Another kind of optimal path-planning approach is the potential field-based method. PF was proposed by Khatib in 1986 [
113]. In Potential Fields (PF),
and obstacles have attractive and repulsive potentials respectively. The two potential forms the potential field of the UAV, and the resultant force of the magnetic field on the UAV determines its motion direction. Then some algorithms are proposed, such as the artificial potential field and the interfering fluid dynamic [
114], to realize global offline path planning. However, because the potential field method leads the vehicle to the minimum value in the field, it often falls into the local minimum value. When the target and the obstacle are close to each other, a feasible route cannot be found.

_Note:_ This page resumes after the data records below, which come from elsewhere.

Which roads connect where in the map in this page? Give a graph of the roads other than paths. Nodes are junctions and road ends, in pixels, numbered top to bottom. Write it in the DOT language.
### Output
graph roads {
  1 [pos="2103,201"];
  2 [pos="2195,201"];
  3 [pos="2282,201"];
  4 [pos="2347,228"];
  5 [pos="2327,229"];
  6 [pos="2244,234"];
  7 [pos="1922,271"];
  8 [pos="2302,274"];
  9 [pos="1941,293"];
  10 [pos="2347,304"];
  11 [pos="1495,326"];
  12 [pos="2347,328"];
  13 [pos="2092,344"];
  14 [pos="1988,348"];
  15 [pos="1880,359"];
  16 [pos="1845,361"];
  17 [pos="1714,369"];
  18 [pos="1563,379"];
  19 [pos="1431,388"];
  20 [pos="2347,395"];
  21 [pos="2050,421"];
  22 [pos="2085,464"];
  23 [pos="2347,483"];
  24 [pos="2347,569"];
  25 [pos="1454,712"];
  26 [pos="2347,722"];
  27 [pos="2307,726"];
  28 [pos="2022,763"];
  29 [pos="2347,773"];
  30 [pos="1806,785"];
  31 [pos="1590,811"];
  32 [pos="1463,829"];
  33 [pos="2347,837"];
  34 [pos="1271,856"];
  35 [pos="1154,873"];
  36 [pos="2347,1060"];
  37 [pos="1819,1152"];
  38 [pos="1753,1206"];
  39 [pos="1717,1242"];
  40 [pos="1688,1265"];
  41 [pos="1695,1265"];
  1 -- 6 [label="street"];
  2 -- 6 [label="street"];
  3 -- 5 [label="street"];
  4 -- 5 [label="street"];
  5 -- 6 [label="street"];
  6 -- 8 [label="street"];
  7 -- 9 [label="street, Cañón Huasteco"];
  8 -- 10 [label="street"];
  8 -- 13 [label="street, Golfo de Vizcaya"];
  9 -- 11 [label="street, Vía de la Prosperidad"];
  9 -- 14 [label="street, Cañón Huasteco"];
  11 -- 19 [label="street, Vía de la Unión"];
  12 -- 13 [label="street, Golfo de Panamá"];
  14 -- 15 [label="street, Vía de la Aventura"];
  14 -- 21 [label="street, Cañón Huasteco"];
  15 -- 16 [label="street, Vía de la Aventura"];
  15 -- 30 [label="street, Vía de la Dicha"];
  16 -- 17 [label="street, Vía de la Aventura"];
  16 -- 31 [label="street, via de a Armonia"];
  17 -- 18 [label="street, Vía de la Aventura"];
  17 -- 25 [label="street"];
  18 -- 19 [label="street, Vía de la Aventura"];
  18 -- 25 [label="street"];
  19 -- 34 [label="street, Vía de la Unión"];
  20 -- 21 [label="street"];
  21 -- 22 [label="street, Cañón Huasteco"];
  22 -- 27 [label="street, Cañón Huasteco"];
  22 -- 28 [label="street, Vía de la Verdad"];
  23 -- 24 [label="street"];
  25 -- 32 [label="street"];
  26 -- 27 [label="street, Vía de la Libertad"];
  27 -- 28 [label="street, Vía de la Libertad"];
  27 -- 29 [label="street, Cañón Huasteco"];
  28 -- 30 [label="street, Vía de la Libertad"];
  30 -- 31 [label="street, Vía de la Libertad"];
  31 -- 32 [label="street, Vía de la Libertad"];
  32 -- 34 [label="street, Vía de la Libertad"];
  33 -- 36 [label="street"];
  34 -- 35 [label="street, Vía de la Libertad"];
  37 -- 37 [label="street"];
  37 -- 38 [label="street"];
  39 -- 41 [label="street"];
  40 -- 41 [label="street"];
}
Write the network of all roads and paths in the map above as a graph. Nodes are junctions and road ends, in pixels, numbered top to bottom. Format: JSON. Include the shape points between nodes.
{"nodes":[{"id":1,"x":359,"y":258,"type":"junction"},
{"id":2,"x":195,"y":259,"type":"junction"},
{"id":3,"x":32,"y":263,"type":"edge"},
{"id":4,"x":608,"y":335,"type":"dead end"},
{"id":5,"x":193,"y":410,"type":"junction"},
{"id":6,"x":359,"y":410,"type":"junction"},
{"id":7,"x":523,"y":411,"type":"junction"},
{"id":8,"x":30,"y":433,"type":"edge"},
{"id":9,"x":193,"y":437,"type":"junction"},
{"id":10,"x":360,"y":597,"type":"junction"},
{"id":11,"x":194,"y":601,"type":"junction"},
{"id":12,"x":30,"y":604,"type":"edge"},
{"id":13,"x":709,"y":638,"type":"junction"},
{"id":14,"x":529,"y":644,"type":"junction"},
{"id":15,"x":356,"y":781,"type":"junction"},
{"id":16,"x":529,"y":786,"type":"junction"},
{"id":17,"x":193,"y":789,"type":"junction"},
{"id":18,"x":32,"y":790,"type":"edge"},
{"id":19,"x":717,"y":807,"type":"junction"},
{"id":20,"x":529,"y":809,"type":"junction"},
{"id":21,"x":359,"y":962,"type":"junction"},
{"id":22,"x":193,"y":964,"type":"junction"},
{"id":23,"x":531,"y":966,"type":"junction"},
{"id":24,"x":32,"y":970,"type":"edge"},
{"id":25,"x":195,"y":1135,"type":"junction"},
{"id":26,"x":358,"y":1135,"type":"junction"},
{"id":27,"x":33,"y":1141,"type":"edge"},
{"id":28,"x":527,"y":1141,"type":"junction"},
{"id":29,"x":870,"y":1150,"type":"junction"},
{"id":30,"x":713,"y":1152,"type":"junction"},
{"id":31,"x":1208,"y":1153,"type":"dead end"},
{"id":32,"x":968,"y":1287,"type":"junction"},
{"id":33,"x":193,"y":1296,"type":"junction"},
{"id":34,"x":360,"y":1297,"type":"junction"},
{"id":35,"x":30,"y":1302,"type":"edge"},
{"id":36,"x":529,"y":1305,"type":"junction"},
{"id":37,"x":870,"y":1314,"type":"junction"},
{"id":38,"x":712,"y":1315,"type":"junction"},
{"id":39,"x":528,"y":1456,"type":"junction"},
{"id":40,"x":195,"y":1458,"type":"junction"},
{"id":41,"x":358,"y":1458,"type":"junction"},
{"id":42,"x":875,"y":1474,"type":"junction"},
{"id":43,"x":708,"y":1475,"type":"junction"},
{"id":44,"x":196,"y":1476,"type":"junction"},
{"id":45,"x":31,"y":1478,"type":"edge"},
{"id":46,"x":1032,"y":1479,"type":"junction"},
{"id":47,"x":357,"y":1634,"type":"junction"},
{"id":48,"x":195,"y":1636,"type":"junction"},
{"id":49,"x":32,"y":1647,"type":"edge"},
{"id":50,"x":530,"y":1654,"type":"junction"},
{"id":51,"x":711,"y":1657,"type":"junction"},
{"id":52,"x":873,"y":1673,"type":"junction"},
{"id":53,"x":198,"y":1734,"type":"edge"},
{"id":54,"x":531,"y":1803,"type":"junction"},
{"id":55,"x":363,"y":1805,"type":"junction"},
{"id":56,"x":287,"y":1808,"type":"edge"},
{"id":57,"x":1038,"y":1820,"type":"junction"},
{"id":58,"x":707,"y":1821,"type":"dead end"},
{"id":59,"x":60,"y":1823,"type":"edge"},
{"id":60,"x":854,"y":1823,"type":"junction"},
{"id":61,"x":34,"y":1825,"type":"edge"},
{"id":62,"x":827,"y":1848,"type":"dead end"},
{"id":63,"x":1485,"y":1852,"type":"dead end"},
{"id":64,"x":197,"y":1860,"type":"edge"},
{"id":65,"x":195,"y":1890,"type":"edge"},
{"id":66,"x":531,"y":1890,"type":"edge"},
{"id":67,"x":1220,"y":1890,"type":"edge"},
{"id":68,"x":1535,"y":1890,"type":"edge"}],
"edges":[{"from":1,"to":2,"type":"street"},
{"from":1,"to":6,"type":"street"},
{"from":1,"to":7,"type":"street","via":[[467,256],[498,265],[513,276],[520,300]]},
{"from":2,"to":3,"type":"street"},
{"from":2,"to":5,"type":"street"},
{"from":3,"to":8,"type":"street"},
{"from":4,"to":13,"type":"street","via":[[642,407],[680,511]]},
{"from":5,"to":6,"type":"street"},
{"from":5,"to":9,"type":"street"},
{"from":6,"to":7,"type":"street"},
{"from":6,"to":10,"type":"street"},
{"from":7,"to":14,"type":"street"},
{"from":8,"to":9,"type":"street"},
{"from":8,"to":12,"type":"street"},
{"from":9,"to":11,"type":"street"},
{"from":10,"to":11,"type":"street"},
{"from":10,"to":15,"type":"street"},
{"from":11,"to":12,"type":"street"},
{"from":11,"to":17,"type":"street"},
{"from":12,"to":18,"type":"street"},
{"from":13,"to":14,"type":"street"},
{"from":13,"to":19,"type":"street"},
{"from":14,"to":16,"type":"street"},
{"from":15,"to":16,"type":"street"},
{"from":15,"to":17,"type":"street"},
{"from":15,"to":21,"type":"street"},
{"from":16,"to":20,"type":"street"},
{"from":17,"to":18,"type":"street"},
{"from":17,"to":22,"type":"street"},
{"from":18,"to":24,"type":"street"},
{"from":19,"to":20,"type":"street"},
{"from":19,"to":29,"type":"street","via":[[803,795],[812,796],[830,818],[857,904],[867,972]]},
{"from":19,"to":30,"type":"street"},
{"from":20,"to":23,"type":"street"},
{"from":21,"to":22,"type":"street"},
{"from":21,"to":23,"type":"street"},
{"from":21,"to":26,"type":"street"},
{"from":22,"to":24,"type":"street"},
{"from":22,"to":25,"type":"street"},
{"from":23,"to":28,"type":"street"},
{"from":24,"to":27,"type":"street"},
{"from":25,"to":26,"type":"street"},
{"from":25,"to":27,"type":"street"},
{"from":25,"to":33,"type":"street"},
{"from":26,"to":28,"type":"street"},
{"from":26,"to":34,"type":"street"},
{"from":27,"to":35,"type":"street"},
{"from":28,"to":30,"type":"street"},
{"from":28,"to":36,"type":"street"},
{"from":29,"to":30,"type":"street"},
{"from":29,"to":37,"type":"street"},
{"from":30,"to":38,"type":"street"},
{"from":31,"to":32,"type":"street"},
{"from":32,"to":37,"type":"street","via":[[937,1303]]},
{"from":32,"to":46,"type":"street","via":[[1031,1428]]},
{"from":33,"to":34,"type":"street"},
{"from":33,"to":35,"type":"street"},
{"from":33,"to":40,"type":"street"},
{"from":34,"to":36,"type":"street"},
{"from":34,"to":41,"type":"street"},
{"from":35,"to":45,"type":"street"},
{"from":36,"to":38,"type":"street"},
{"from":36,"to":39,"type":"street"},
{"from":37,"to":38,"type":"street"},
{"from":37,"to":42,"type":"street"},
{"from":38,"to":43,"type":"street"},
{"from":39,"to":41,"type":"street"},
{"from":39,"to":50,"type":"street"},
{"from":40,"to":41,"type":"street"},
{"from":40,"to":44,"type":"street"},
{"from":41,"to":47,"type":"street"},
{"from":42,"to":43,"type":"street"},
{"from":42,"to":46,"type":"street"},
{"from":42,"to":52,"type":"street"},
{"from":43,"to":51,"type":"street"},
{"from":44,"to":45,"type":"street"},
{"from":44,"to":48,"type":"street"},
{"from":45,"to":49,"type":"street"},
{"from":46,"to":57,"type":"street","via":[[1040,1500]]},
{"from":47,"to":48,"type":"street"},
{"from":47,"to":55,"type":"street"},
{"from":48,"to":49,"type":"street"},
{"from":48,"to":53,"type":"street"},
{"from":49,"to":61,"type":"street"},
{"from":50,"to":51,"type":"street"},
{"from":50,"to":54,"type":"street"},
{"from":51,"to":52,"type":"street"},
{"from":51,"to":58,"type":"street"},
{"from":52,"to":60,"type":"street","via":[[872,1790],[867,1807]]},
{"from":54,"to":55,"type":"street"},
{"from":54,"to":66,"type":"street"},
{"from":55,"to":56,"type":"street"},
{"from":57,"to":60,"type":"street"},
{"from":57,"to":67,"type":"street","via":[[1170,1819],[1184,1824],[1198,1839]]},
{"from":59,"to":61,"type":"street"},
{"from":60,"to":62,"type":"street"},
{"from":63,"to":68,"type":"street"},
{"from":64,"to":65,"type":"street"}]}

Biological-Based Path Planning algorithms, which are mainly based on machine learning, have made great progress in recent years with the support of swarm intelligence techniques. Many algorithms have been proposed, and here are a few of them. A Genetic Algorithm (GA) can be used to resolve the constrained and unconstrained optimization problems, but it cannot guarantee an optimal path. Local minima can occur in narrow environments, therefore, lower security and narrow corridor problems need to be avoided [
115,
116]. Particle Swarm Optimization (PSO) is a classical meta-heuristic population-based algorithm to resolve problems of multiobjective path planning. The paper [
117] used simulation to compare the particle swarm optimization (PSO) with the other optimizing algorithms, including layered search and rescue, spiral search, and fish-inspired allocation. They further proposed the algorithm based on the particle swarm optimization algorithm, reducing the collisions without affecting iterations to convergence. The paper [
118] proposes an optimal trajectory determination method for multi-robot paths in cluttered environments based on an improved particle swarm optimization algorithm (IPSO) and an improved gravitational search algorithm (IGSA) to minimize the maximum path length required for all robots in the environment to reach their respective destinations. Ant colony optimization algorithm (ACO) is a probabilistic technique for solving computational problems which can be reduced to finding good paths through graphs. In [
119], they propose an improved ACO to resolve various Vehicle Routing Problems (VRPs), which is utilized for Unmanned Aerial Vehicle (UAV) task allocation and route planning. At last, the comparison between mentioned path planning algorithms is provided in
Table 8 for reference.
Unknown Environments Exploration
It is often important for UAVs to conduct SAR operations under unknown environments, for example, a GPS-denied environment or a place where no pre-stored map is available. Therefore, UAVs will be assigned the task of unknown space exploration. Agents need to formulate an effective exploration strategy along with motion planning to decide how to move in an unknown environment to minimize exploration time and cost. This usually requires UAVs to have the real-time ability to perceive the surrounding environment and adjust strategies.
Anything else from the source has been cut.